Exercise prompt
Which lines below include the string "Right"? Please show each one.

[[ Data to examine open ]]

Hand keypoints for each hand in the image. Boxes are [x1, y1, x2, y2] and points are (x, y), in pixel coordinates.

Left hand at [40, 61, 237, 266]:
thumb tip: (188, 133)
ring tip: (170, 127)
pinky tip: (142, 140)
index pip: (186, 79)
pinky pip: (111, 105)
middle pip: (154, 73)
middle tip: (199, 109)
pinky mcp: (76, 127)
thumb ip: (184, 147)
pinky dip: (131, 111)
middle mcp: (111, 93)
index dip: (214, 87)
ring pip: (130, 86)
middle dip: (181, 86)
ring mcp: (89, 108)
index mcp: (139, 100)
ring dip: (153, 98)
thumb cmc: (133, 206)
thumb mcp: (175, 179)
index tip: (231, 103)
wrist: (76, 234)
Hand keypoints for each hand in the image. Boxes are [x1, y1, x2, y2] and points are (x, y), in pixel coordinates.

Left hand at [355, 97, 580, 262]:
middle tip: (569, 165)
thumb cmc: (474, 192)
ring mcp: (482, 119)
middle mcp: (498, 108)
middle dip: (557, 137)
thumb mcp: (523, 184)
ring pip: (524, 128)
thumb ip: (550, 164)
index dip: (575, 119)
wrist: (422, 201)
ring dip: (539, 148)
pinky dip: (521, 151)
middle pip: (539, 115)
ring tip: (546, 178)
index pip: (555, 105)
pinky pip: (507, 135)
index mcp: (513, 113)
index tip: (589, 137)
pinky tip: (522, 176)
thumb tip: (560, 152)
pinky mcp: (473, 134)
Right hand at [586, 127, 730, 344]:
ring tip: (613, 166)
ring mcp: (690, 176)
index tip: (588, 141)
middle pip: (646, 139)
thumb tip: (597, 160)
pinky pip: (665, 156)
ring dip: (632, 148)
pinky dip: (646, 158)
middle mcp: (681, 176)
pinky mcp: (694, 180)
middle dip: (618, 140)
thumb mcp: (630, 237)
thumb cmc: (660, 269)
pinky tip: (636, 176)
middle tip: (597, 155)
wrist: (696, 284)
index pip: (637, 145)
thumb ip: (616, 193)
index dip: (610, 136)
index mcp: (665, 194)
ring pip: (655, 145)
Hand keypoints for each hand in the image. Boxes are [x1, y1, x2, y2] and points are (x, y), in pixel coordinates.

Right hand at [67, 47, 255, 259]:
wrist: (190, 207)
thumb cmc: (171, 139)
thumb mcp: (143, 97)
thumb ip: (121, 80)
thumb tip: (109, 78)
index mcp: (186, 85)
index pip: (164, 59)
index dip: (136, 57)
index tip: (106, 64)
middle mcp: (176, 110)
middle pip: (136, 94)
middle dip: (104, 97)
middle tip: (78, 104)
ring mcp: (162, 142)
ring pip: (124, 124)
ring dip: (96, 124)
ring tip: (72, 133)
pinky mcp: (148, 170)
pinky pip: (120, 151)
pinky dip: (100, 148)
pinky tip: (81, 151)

[[ Data to examine closed ]]
[[ Data to examine open ]]

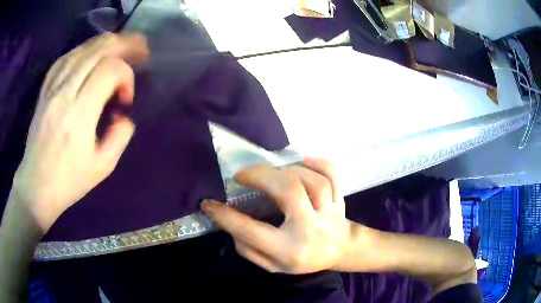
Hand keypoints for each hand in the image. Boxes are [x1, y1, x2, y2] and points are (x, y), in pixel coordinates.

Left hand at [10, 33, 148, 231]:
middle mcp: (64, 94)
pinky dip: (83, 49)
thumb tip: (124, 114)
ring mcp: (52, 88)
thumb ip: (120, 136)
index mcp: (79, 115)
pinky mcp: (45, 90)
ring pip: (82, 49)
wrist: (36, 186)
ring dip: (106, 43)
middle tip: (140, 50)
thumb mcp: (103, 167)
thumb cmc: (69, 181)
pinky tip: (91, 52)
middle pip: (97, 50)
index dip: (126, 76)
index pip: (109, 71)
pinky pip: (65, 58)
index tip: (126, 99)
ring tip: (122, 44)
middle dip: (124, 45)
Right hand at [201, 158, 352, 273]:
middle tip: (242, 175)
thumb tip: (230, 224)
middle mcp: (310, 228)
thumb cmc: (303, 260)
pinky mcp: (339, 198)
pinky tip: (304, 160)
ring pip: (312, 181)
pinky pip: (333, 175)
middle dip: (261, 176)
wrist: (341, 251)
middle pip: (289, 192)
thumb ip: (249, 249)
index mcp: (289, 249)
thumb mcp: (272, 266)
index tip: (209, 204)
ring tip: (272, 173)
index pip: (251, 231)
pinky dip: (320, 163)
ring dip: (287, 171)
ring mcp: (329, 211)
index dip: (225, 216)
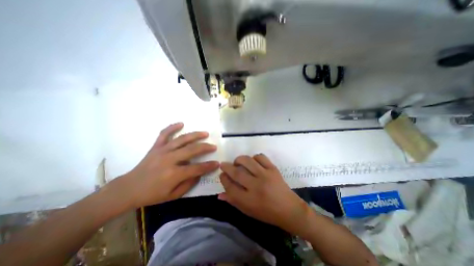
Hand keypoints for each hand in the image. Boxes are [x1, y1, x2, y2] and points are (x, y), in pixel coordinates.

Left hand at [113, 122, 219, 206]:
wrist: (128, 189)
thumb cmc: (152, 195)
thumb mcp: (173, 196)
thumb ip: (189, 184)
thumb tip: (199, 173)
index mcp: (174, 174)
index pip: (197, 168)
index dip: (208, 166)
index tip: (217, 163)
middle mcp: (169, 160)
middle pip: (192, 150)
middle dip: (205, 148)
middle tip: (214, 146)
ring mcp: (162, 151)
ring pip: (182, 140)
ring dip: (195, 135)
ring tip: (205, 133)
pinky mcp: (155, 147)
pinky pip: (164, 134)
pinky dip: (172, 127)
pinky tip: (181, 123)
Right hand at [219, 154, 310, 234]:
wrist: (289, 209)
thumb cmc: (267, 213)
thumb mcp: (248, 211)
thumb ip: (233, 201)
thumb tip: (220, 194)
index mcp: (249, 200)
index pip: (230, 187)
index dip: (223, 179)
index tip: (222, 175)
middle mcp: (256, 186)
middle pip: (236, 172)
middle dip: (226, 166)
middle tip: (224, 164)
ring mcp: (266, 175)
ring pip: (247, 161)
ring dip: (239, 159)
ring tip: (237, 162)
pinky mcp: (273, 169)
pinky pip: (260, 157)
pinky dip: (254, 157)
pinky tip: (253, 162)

[[ Data to examine closed ]]

Completed task
Right hand at [586, 127, 730, 344]:
Right hand at [67, 47, 255, 259]:
Right hand at [201, 158, 352, 273]:
Right hand at [219, 154, 310, 234]:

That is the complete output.